Fortepian_-_mechanizm_angielski

Le facteur Sébastien Érard inventera plus tard le mécanisme de double échappement, qui permet un jeu encore plus rapide : le marteau n’a pas besoin de revenir à son emplacement initial pour pouvoir être joué à nouveau.

Les différents modèles et factures de piano qui sont apparus au cours des siècles ont beaucoup influencé la composition des œuvres dédiées à cet instrument, de par leur palette sonore, leur variété de timbre et leurs mécanismes. En 2010, l’autrice Sandra Rosenblum a par exemple avancé que si l’indication de pédales diffère entre les éditions françaises et allemandes des œuvres de Chopin, ce n’est pas une erreur d’éditeur, mais bien un choix délibéré du compositeur, adapté au jeu des modèles de piano utilisés dans ces deux pays. (in Third International Chopin Congress, Varsovie, 28 février 2010).

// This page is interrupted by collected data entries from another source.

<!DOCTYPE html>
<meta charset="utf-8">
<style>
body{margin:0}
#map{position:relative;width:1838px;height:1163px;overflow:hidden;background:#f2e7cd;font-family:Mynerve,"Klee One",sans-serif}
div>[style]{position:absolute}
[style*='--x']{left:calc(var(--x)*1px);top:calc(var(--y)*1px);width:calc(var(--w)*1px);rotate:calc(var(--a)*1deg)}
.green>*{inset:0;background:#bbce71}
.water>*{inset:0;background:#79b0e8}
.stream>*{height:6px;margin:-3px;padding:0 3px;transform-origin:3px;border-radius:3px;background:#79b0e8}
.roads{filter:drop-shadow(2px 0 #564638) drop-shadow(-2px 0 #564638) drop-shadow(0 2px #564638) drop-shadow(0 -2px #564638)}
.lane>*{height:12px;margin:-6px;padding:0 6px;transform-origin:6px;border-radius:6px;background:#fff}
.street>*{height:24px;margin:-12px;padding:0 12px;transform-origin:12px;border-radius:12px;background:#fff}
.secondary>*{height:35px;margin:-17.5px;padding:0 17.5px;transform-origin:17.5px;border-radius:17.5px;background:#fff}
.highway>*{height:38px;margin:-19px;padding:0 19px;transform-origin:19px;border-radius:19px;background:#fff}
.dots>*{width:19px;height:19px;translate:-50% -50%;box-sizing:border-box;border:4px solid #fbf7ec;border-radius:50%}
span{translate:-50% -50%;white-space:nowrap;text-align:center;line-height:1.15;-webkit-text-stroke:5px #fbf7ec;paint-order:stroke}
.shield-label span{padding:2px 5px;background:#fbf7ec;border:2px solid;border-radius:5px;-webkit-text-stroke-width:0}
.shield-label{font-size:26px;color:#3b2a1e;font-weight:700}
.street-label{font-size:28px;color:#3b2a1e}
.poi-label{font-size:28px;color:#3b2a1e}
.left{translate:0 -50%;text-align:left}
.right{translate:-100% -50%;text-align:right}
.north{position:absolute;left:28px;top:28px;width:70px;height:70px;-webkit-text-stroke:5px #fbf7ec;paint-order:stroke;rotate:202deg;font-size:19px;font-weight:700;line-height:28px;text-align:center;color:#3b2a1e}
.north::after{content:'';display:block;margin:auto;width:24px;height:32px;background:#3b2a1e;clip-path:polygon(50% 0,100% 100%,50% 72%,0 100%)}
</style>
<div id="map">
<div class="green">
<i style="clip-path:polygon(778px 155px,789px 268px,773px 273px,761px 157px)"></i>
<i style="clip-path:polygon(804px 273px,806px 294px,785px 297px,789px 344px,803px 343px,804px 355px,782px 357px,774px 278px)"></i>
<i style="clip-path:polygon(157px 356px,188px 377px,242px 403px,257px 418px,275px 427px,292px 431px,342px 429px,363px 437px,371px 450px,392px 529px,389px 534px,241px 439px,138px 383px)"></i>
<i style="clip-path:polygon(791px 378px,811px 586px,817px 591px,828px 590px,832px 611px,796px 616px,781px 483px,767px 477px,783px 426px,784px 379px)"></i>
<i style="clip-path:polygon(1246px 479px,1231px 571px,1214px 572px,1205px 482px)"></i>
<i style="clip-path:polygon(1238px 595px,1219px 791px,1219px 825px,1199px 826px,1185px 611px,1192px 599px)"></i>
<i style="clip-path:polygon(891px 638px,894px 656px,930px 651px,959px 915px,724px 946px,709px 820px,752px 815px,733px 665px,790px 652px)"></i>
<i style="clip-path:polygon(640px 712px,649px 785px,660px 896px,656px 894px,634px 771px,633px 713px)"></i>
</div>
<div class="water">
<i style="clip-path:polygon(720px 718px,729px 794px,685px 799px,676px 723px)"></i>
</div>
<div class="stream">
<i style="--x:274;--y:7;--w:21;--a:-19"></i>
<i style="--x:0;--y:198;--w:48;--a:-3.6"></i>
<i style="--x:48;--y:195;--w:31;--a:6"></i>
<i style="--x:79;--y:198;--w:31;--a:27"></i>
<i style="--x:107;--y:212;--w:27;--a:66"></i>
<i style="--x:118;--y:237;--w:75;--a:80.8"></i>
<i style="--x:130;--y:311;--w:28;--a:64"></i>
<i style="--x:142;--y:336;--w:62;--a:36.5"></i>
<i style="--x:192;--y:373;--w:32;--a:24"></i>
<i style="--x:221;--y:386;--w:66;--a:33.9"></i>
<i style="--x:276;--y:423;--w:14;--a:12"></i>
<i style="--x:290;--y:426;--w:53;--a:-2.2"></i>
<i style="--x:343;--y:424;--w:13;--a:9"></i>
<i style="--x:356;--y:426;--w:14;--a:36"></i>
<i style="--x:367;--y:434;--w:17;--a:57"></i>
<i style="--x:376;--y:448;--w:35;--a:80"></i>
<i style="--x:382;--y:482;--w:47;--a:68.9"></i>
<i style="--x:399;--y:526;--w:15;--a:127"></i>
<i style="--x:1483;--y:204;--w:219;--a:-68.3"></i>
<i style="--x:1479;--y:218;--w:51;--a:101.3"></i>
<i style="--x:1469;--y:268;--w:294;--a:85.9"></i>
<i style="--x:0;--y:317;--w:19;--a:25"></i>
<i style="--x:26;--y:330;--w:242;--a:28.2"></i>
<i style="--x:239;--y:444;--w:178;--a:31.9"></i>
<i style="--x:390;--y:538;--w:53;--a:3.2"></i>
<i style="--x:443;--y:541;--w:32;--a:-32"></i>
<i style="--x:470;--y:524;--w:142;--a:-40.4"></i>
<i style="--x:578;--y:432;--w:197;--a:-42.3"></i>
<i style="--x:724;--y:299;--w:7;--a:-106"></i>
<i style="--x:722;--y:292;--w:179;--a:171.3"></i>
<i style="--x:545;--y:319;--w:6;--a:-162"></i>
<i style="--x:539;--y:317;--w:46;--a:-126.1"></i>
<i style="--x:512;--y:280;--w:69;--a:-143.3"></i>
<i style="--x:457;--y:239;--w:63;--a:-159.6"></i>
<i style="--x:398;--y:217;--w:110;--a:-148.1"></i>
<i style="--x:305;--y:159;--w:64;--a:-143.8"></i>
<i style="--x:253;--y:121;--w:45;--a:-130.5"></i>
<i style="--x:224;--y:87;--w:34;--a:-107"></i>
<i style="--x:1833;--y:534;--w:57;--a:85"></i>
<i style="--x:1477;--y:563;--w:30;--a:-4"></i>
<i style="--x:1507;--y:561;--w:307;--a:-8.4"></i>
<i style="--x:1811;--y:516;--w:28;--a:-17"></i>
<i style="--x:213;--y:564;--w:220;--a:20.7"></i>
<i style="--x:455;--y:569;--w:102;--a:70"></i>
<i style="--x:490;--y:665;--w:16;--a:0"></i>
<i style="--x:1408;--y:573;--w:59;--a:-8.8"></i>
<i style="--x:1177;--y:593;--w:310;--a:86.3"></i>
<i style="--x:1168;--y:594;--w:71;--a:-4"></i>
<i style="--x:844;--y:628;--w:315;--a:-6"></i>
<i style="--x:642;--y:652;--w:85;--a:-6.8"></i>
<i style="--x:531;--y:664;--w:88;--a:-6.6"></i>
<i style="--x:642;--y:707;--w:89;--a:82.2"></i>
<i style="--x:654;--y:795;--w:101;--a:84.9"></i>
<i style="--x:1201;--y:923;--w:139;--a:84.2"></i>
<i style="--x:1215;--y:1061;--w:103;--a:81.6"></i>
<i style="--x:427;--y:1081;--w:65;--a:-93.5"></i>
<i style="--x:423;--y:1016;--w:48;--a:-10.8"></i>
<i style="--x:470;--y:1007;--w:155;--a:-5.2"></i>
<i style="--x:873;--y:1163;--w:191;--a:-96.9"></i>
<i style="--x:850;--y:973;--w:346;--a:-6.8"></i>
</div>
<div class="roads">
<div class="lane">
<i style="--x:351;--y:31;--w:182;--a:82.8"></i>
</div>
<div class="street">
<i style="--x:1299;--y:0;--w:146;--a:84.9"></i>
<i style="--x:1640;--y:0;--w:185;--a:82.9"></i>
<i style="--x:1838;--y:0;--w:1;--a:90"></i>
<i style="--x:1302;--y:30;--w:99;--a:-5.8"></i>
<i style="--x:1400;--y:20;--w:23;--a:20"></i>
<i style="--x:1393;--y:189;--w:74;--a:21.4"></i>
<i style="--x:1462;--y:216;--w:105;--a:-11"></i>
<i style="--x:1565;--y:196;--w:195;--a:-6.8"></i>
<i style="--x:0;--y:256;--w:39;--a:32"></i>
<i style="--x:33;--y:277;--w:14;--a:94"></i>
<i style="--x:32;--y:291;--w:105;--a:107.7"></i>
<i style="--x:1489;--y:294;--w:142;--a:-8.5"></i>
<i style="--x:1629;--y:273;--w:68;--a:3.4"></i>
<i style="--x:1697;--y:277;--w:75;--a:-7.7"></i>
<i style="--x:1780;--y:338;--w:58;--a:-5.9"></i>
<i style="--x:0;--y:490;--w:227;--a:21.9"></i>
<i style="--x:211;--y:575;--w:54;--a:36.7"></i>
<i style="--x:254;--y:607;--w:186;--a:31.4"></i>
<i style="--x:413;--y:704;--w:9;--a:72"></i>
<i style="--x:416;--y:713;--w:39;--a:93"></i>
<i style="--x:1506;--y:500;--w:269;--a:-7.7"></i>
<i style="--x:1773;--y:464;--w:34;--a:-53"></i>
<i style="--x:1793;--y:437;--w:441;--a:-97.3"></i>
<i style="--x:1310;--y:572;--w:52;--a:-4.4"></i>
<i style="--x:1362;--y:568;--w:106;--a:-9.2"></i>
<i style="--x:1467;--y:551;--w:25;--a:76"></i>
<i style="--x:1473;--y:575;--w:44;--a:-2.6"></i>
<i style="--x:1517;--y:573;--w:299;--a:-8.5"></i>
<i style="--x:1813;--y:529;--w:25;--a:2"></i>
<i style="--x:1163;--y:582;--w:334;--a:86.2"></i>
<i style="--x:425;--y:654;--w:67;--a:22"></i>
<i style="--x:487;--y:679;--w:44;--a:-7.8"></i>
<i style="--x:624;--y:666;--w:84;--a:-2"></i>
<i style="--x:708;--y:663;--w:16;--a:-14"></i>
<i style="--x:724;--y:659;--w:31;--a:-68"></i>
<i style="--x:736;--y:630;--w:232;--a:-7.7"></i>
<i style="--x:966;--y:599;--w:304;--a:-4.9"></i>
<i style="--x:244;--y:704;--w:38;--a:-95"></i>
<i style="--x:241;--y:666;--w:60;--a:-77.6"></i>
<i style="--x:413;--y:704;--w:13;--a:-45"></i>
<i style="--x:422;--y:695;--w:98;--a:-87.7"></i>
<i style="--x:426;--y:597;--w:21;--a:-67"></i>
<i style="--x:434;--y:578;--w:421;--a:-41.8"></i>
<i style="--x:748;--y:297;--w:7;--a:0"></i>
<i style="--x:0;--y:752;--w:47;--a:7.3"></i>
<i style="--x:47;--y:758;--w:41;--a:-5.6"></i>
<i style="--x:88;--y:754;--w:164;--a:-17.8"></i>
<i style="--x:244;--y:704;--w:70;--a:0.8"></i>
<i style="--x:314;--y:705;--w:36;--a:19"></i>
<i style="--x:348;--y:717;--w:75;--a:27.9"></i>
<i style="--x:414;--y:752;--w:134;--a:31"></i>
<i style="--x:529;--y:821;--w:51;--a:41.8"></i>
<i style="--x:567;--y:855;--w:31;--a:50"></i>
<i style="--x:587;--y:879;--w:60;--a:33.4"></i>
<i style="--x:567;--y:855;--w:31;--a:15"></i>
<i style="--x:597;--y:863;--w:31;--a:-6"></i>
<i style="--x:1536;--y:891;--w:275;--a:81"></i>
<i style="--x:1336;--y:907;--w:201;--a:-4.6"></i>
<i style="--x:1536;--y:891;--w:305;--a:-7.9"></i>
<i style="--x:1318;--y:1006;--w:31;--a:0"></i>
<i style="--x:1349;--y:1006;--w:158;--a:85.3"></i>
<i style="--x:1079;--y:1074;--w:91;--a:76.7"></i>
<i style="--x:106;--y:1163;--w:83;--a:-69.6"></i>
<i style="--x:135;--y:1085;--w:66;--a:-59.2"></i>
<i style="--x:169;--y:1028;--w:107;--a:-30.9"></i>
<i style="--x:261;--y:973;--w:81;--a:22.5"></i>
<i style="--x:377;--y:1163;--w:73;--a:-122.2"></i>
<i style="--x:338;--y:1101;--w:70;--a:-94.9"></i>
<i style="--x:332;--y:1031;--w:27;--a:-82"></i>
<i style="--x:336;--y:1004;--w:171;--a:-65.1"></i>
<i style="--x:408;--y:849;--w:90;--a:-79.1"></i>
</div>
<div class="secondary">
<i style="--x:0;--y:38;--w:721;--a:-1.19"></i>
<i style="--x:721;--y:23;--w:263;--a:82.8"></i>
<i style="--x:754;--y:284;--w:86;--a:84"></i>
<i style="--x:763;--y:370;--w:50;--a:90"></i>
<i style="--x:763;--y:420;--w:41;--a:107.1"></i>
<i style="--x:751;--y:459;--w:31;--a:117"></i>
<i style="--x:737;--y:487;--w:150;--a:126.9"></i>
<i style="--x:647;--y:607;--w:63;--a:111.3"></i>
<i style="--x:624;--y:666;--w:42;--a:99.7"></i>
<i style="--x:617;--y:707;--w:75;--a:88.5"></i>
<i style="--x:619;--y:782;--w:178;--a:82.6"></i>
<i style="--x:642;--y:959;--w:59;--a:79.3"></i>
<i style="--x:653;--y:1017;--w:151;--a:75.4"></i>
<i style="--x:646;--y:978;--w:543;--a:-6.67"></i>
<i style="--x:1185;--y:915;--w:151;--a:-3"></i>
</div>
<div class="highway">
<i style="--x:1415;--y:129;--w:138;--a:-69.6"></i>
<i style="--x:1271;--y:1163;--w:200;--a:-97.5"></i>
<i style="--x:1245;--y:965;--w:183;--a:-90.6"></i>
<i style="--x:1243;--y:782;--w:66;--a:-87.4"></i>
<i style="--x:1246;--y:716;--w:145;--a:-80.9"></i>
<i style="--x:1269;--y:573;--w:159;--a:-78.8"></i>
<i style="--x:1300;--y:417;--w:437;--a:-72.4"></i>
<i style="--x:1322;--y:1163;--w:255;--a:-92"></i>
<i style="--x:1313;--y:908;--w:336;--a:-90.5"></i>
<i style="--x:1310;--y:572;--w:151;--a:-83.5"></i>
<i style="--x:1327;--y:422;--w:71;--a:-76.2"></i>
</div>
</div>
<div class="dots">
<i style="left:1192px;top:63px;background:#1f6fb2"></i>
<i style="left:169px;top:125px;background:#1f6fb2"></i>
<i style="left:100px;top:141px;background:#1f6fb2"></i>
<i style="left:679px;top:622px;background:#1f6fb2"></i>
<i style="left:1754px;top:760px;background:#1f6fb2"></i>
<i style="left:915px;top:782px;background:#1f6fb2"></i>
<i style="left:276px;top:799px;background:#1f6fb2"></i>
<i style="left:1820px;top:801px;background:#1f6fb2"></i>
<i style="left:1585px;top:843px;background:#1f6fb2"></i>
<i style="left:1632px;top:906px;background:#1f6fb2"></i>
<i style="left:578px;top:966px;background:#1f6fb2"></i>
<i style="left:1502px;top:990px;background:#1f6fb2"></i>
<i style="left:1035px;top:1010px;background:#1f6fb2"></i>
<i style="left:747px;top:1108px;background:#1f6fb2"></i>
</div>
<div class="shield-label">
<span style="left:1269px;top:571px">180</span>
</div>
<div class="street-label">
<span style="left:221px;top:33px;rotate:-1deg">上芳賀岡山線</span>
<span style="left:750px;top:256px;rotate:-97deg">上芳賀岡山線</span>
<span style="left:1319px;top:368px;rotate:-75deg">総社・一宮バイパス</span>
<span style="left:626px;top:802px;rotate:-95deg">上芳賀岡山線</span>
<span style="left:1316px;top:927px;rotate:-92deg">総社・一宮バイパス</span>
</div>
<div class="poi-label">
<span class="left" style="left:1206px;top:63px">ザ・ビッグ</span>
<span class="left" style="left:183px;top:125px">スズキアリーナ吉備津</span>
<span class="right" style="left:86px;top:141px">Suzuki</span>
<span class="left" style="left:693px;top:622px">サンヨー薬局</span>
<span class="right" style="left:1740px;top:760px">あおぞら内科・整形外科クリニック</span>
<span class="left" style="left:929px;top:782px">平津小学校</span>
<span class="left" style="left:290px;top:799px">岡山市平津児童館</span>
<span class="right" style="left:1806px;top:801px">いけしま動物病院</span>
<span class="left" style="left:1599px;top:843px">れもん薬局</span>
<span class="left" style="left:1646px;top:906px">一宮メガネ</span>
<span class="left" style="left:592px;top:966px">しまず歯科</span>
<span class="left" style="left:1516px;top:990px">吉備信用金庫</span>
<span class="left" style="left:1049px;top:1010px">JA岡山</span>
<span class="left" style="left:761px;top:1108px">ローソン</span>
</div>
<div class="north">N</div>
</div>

Aujourd’hui, les pianos modernes sont plus robustes et ont gagné en puissance. C’est tout simplement parce que la facture du piano repose sur des moyens industriels et maîtrisés et qu’il a bénéficié de la standardisation de nombreux processus de fabrication. Il en découle une attente d’un son puissant, brillant, avec une égalité et une longueur de son optimales.

Les facteurs ont tous joué d’inventivité pour améliorer encore et encore cet instrument, sans toutefois atteindre la perfection, qui reste inaccessible. C’est alors aux accordeurs de rentrer en jeu, dont le savoir-faire permet un réglage adapté à chaque instrument, et surtout à chaque pianiste.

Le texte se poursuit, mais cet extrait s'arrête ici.